Instructions to follow: A picture-free, exact reproduction of the listing that follows is required.

The input:

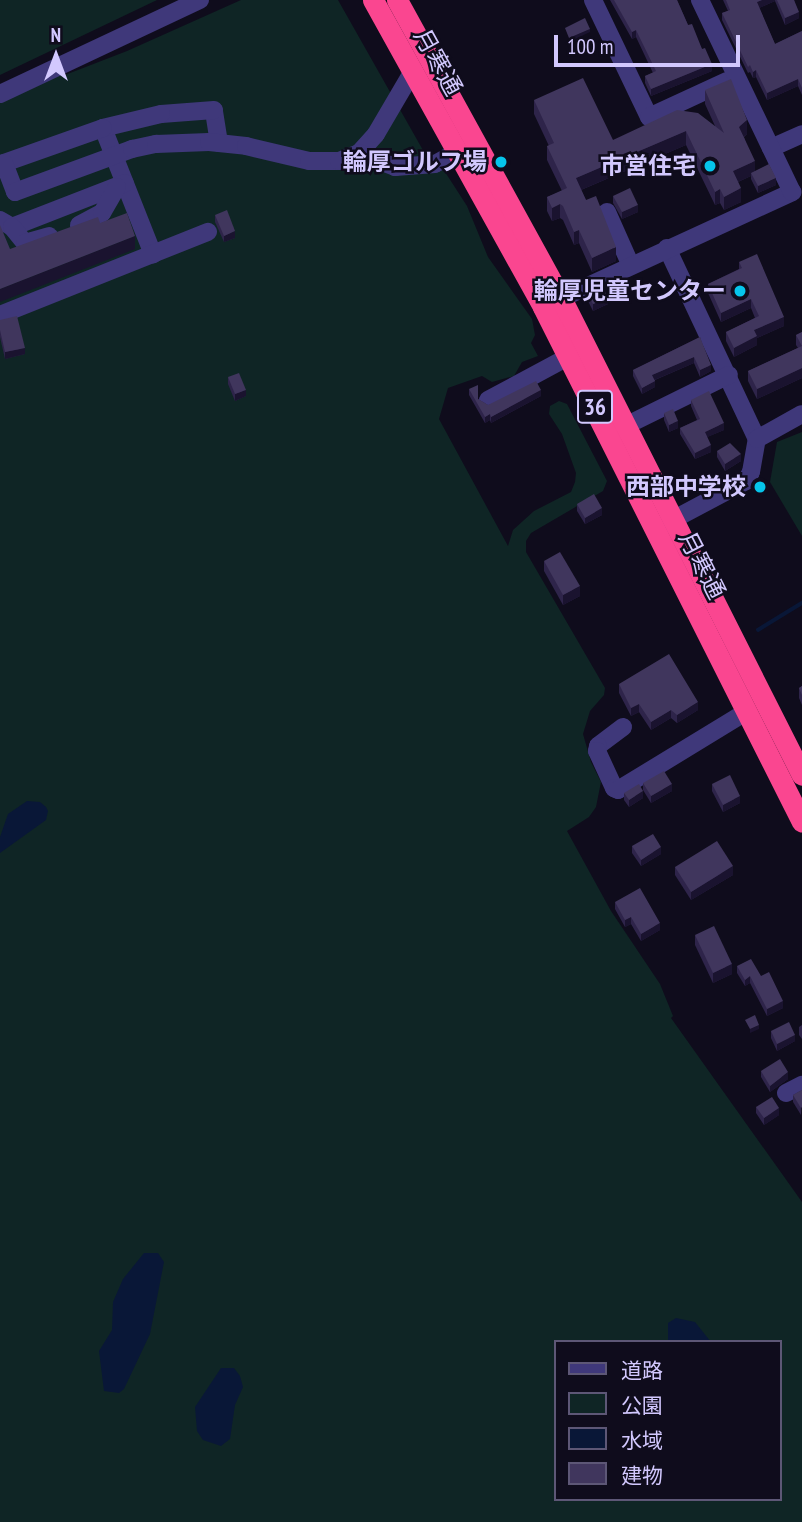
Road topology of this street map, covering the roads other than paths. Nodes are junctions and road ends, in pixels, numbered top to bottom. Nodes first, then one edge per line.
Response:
1 (200, 0) edge
2 (373, 0) edge
3 (397, 0) edge
4 (593, 0) edge
5 (700, 0) edge
6 (413, 71) junction
7 (737, 77) junction
8 (0, 94) edge
9 (103, 128) junction
10 (802, 134) edge
11 (219, 143) junction
12 (771, 148) junction
13 (457, 152) junction
14 (359, 153) junction
15 (114, 156) junction
16 (121, 185) junction
17 (8, 195) edge
18 (607, 212) dead end
19 (3, 223) edge
20 (208, 232) dead end
21 (667, 248) junction
22 (153, 254) junction
23 (631, 266) junction
24 (552, 303) junction
25 (0, 315) edge
26 (568, 357) junction
27 (729, 375) junction
28 (488, 400) dead end
29 (802, 414) edge
30 (617, 430) junction
31 (757, 439) junction
32 (664, 524) junction
33 (746, 712) junction
34 (623, 727) dead end
35 (802, 775) edge
36 (802, 822) edge
37 (802, 1084) edge
38 (786, 1093) dead end

1 - 8 street
2 - 6 highway, 月寒通 / 36
3 - 24 highway, 月寒通 / 36
4 - 7 street
5 - 7 street
6 - 13 highway, 月寒通 / 36
6 - 14 street
7 - 12 street
9 - 11 street
9 - 15 street
9 - 17 street
10 - 12 street
11 - 14 street
11 - 15 street
12 - 21 street
13 - 14 street
13 - 24 highway, 月寒通 / 36
15 - 16 street
15 - 17 street
16 - 19 street
16 - 22 street
18 - 23 street
20 - 22 street
21 - 23 street
21 - 27 street
22 - 25 street
23 - 24 street
24 - 26 highway, 月寒通 / 36
24 - 30 highway, 月寒通 / 36
26 - 28 street
26 - 30 highway, 月寒通 / 36
27 - 30 street
27 - 31 street
29 - 31 street
30 - 32 highway, 月寒通 / 36
31 - 32 street
32 - 33 highway, 月寒通 / 36
32 - 35 highway, 月寒通 / 36
33 - 34 street
33 - 36 highway, 月寒通 / 36
37 - 38 street

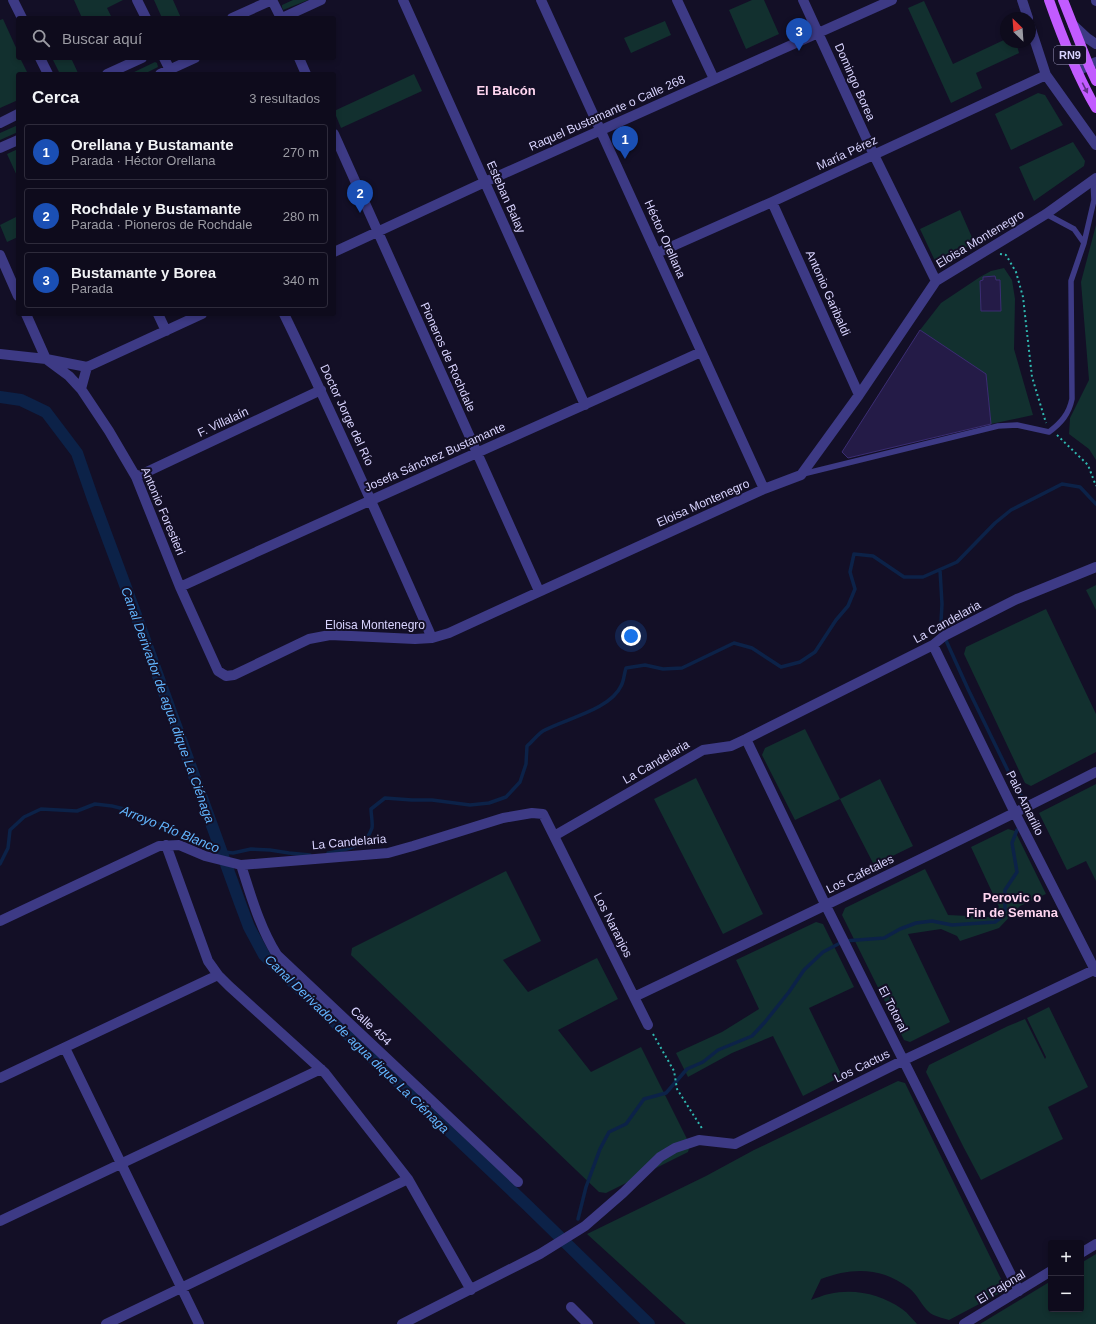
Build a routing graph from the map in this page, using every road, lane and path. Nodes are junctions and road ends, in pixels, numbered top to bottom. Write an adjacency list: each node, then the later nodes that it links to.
1 (14, 0): 14 (street)
2 (137, 0): 15 (street)
3 (272, 0): 16 (street); 17 (street)
4 (321, 0): 18 (street)
5 (402, 0): 47 (street, Esteban Balay)
6 (541, 0): 40 (street, Héctor Orellana)
7 (677, 0): 35 (street)
8 (804, 0): 20 (street, Domingo Borea)
9 (892, 0): 20 (street, Raquel Bustamante o Calle 268)
10 (1022, 0): 13 (street)
11 (1049, 0): 29 (main road, RN9)
12 (1064, 0): 19 (main road, RN9)
13 (1026, 12)
14 (21, 16)
15 (145, 16)
16 (236, 16)
17 (280, 16)
18 (285, 16)
19 (1072, 25): 22 (street); 28 (main road, RN9)
20 (818, 32): 35 (street, Raquel Bustamante o Calle 268); 45 (street, Domingo Borea)
21 (1036, 44): 34 (street)
22 (1096, 44)
23 (41, 60): 30 (street)
24 (138, 60): 31 (street)
25 (165, 60): 32 (street)
26 (192, 60): 32 (street)
27 (300, 60): 33 (street)
28 (1092, 64): 29 (street); 36 (main road, RN9)
29 (1077, 71): 37 (main road, RN9, one-way to 37)
30 (47, 72)
31 (111, 72)
32 (171, 72)
33 (305, 72)
34 (1046, 75): 43 (street); 45 (street, María Pérez)
35 (714, 79): 40 (street, Raquel Bustamante o Calle 268)
36 (1096, 81)
37 (1096, 108)
38 (16, 115): 39 (street)
39 (0, 123)
40 (601, 130): 47 (street, Raquel Bustamante o Calle 268); 53 (street, Héctor Orellana)
41 (336, 138): 50 (street, Pioneros de Rochdale)
42 (16, 141): 44 (street)
43 (1096, 145)
44 (0, 148)
45 (874, 155): 48 (street, María Pérez); 56 (street, Domingo Borea)
46 (1095, 179): 49 (street, Eloisa Montenegro); 51 (lane)
47 (484, 182): 50 (street, Raquel Bustamante o Calle 268); 70 (street, Esteban Balay)
48 (772, 202): 53 (street, María Pérez); 69 (street, Antonio Garibaldi)
49 (1046, 214): 51 (lane); 54 (street, Eloisa Montenegro)
50 (378, 231): 52 (street, Raquel Bustamante o Calle 268); 72 (street, Pioneros de Rochdale)
51 (1084, 244): 71 (lane)
52 (336, 251)
53 (657, 253): 63 (street, Héctor Orellana)
54 (982, 254): 56 (street, Eloisa Montenegro); 71 (path)
55 (0, 255): 57 (street)
56 (936, 281): 69 (street, Eloisa Montenegro)
57 (16, 291)
58 (27, 316): 65 (street)
59 (159, 316): 62 (street)
60 (198, 316): 62 (street)
61 (285, 316): 68 (street, Doctor Jorge del Río)
62 (166, 331): 66 (street)
63 (700, 352): 70 (street, Josefa Sánchez Bustamante); 76 (street, Héctor Orellana)
64 (0, 354): 65 (street)
65 (46, 359): 66 (street); 67 (street, Antonio Forestieri)
66 (87, 367): 67 (street)
67 (81, 389): 74 (street, Antonio Forestieri)
68 (321, 390): 74 (street, F. Villalaín); 77 (street, Doctor Jorge del Río)
69 (859, 395): 73 (street, Eloisa Montenegro)
70 (585, 405): 72 (street, Josefa Sánchez Bustamante)
71 (1049, 432): 73 (lane); 75 (path)
72 (477, 454): 77 (street, Josefa Sánchez Bustamante); 80 (street, Pioneros de Rochdale)
73 (801, 475): 76 (street, Eloisa Montenegro)
74 (136, 477): 79 (street, Antonio Forestieri)
75 (1096, 486)
76 (764, 489): 80 (street, Eloisa Montenegro)
77 (372, 499): 79 (street, Josefa Sánchez Bustamante); 81 (street, Doctor Jorge del Río)
78 (1096, 567): 82 (street, La Candelaria)
79 (180, 587): 83 (street, Antonio Forestieri)
80 (539, 591): 81 (street, Eloisa Montenegro)
81 (432, 638): 83 (street, Eloisa Montenegro)
82 (933, 645): 84 (street, La Candelaria); 86 (street, Palo Amarillo)
83 (218, 671)
84 (746, 739): 87 (street, La Candelaria); 90 (street, El Totoral)
85 (1096, 772): 86 (street, Los Cafetales)
86 (1015, 813): 90 (street, Los Cafetales); 92 (street, Palo Amarillo)
87 (554, 836): 89 (street, La Candelaria); 94 (street, Los Naranjos)
88 (166, 845): 89 (street); 91 (street); 93 (street)
89 (241, 866): 103 (street, Calle 454)
90 (826, 906): 94 (street, Los Cafetales); 97 (street, El Totoral)
91 (0, 921)
92 (1096, 970): 97 (street, Los Cactus)
93 (218, 975): 96 (street); 98 (street)
94 (634, 997): 95 (street, Los Naranjos)
95 (648, 1025): 100 (path)
96 (65, 1048): 99 (street); 101 (street)
97 (904, 1060): 100 (street, Los Cactus); 110 (street, El Totoral)
98 (321, 1069): 101 (street); 102 (street)
99 (0, 1078)
100 (710, 1141): 109 (street)
101 (120, 1164): 104 (street); 108 (street)
102 (408, 1179): 108 (street); 109 (street)
103 (518, 1182)
104 (0, 1222)
105 (1096, 1244): 106 (street)
106 (1084, 1251)
107 (1048, 1274): 110 (street, El Pajonal)
108 (181, 1288): 112 (street); 113 (street)
109 (471, 1290): 114 (street)
110 (1019, 1291): 116 (street, El Pajonal)
111 (571, 1307): 115 (street)
112 (106, 1324)
113 (199, 1324)
114 (402, 1324)
115 (588, 1324)
116 (964, 1324)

Exercise result:
Road topology of this street map, covering the roads other than paths. Nodes are junctions and road ends, in pixels, numbered top to bottom. Nodes first, then one edge per line.
Response:
1 (200, 0) edge
2 (373, 0) edge
3 (397, 0) edge
4 (593, 0) edge
5 (700, 0) edge
6 (413, 71) junction
7 (737, 77) junction
8 (0, 94) edge
9 (103, 128) junction
10 (802, 134) edge
11 (219, 143) junction
12 (771, 148) junction
13 (457, 152) junction
14 (359, 153) junction
15 (114, 156) junction
16 (121, 185) junction
17 (8, 195) edge
18 (607, 212) dead end
19 (3, 223) edge
20 (208, 232) dead end
21 (667, 248) junction
22 (153, 254) junction
23 (631, 266) junction
24 (552, 303) junction
25 (0, 315) edge
26 (568, 357) junction
27 (729, 375) junction
28 (488, 400) dead end
29 (802, 414) edge
30 (617, 430) junction
31 (757, 439) junction
32 (664, 524) junction
33 (746, 712) junction
34 (623, 727) dead end
35 (802, 775) edge
36 (802, 822) edge
37 (802, 1084) edge
38 (786, 1093) dead end

1 - 8 street
2 - 6 highway, 月寒通 / 36
3 - 24 highway, 月寒通 / 36
4 - 7 street
5 - 7 street
6 - 13 highway, 月寒通 / 36
6 - 14 street
7 - 12 street
9 - 11 street
9 - 15 street
9 - 17 street
10 - 12 street
11 - 14 street
11 - 15 street
12 - 21 street
13 - 14 street
13 - 24 highway, 月寒通 / 36
15 - 16 street
15 - 17 street
16 - 19 street
16 - 22 street
18 - 23 street
20 - 22 street
21 - 23 street
21 - 27 street
22 - 25 street
23 - 24 street
24 - 26 highway, 月寒通 / 36
24 - 30 highway, 月寒通 / 36
26 - 28 street
26 - 30 highway, 月寒通 / 36
27 - 30 street
27 - 31 street
29 - 31 street
30 - 32 highway, 月寒通 / 36
31 - 32 street
32 - 33 highway, 月寒通 / 36
32 - 35 highway, 月寒通 / 36
33 - 34 street
33 - 36 highway, 月寒通 / 36
37 - 38 street

Build a routing graph from the map in this page, using every road, lane and path. Nodes are junctions and road ends, in pixels, numbered top to bottom. Write an adjacency list: each node, then the later nodes that it links to.
1 (14, 0): 14 (street)
2 (137, 0): 15 (street)
3 (272, 0): 16 (street); 17 (street)
4 (321, 0): 18 (street)
5 (402, 0): 47 (street, Esteban Balay)
6 (541, 0): 40 (street, Héctor Orellana)
7 (677, 0): 35 (street)
8 (804, 0): 20 (street, Domingo Borea)
9 (892, 0): 20 (street, Raquel Bustamante o Calle 268)
10 (1022, 0): 13 (street)
11 (1049, 0): 29 (main road, RN9)
12 (1064, 0): 19 (main road, RN9)
13 (1026, 12)
14 (21, 16)
15 (145, 16)
16 (236, 16)
17 (280, 16)
18 (285, 16)
19 (1072, 25): 22 (street); 28 (main road, RN9)
20 (818, 32): 35 (street, Raquel Bustamante o Calle 268); 45 (street, Domingo Borea)
21 (1036, 44): 34 (street)
22 (1096, 44)
23 (41, 60): 30 (street)
24 (138, 60): 31 (street)
25 (165, 60): 32 (street)
26 (192, 60): 32 (street)
27 (300, 60): 33 (street)
28 (1092, 64): 29 (street); 36 (main road, RN9)
29 (1077, 71): 37 (main road, RN9, one-way to 37)
30 (47, 72)
31 (111, 72)
32 (171, 72)
33 (305, 72)
34 (1046, 75): 43 (street); 45 (street, María Pérez)
35 (714, 79): 40 (street, Raquel Bustamante o Calle 268)
36 (1096, 81)
37 (1096, 108)
38 (16, 115): 39 (street)
39 (0, 123)
40 (601, 130): 47 (street, Raquel Bustamante o Calle 268); 53 (street, Héctor Orellana)
41 (336, 138): 50 (street, Pioneros de Rochdale)
42 (16, 141): 44 (street)
43 (1096, 145)
44 (0, 148)
45 (874, 155): 48 (street, María Pérez); 56 (street, Domingo Borea)
46 (1095, 179): 49 (street, Eloisa Montenegro); 51 (lane)
47 (484, 182): 50 (street, Raquel Bustamante o Calle 268); 70 (street, Esteban Balay)
48 (772, 202): 53 (street, María Pérez); 69 (street, Antonio Garibaldi)
49 (1046, 214): 51 (lane); 54 (street, Eloisa Montenegro)
50 (378, 231): 52 (street, Raquel Bustamante o Calle 268); 72 (street, Pioneros de Rochdale)
51 (1084, 244): 71 (lane)
52 (336, 251)
53 (657, 253): 63 (street, Héctor Orellana)
54 (982, 254): 56 (street, Eloisa Montenegro); 71 (path)
55 (0, 255): 57 (street)
56 (936, 281): 69 (street, Eloisa Montenegro)
57 (16, 291)
58 (27, 316): 65 (street)
59 (159, 316): 62 (street)
60 (198, 316): 62 (street)
61 (285, 316): 68 (street, Doctor Jorge del Río)
62 (166, 331): 66 (street)
63 (700, 352): 70 (street, Josefa Sánchez Bustamante); 76 (street, Héctor Orellana)
64 (0, 354): 65 (street)
65 (46, 359): 66 (street); 67 (street, Antonio Forestieri)
66 (87, 367): 67 (street)
67 (81, 389): 74 (street, Antonio Forestieri)
68 (321, 390): 74 (street, F. Villalaín); 77 (street, Doctor Jorge del Río)
69 (859, 395): 73 (street, Eloisa Montenegro)
70 (585, 405): 72 (street, Josefa Sánchez Bustamante)
71 (1049, 432): 73 (lane); 75 (path)
72 (477, 454): 77 (street, Josefa Sánchez Bustamante); 80 (street, Pioneros de Rochdale)
73 (801, 475): 76 (street, Eloisa Montenegro)
74 (136, 477): 79 (street, Antonio Forestieri)
75 (1096, 486)
76 (764, 489): 80 (street, Eloisa Montenegro)
77 (372, 499): 79 (street, Josefa Sánchez Bustamante); 81 (street, Doctor Jorge del Río)
78 (1096, 567): 82 (street, La Candelaria)
79 (180, 587): 83 (street, Antonio Forestieri)
80 (539, 591): 81 (street, Eloisa Montenegro)
81 (432, 638): 83 (street, Eloisa Montenegro)
82 (933, 645): 84 (street, La Candelaria); 86 (street, Palo Amarillo)
83 (218, 671)
84 (746, 739): 87 (street, La Candelaria); 90 (street, El Totoral)
85 (1096, 772): 86 (street, Los Cafetales)
86 (1015, 813): 90 (street, Los Cafetales); 92 (street, Palo Amarillo)
87 (554, 836): 89 (street, La Candelaria); 94 (street, Los Naranjos)
88 (166, 845): 89 (street); 91 (street); 93 (street)
89 (241, 866): 103 (street, Calle 454)
90 (826, 906): 94 (street, Los Cafetales); 97 (street, El Totoral)
91 (0, 921)
92 (1096, 970): 97 (street, Los Cactus)
93 (218, 975): 96 (street); 98 (street)
94 (634, 997): 95 (street, Los Naranjos)
95 (648, 1025): 100 (path)
96 (65, 1048): 99 (street); 101 (street)
97 (904, 1060): 100 (street, Los Cactus); 110 (street, El Totoral)
98 (321, 1069): 101 (street); 102 (street)
99 (0, 1078)
100 (710, 1141): 109 (street)
101 (120, 1164): 104 (street); 108 (street)
102 (408, 1179): 108 (street); 109 (street)
103 (518, 1182)
104 (0, 1222)
105 (1096, 1244): 106 (street)
106 (1084, 1251)
107 (1048, 1274): 110 (street, El Pajonal)
108 (181, 1288): 112 (street); 113 (street)
109 (471, 1290): 114 (street)
110 (1019, 1291): 116 (street, El Pajonal)
111 (571, 1307): 115 (street)
112 (106, 1324)
113 (199, 1324)
114 (402, 1324)
115 (588, 1324)
116 (964, 1324)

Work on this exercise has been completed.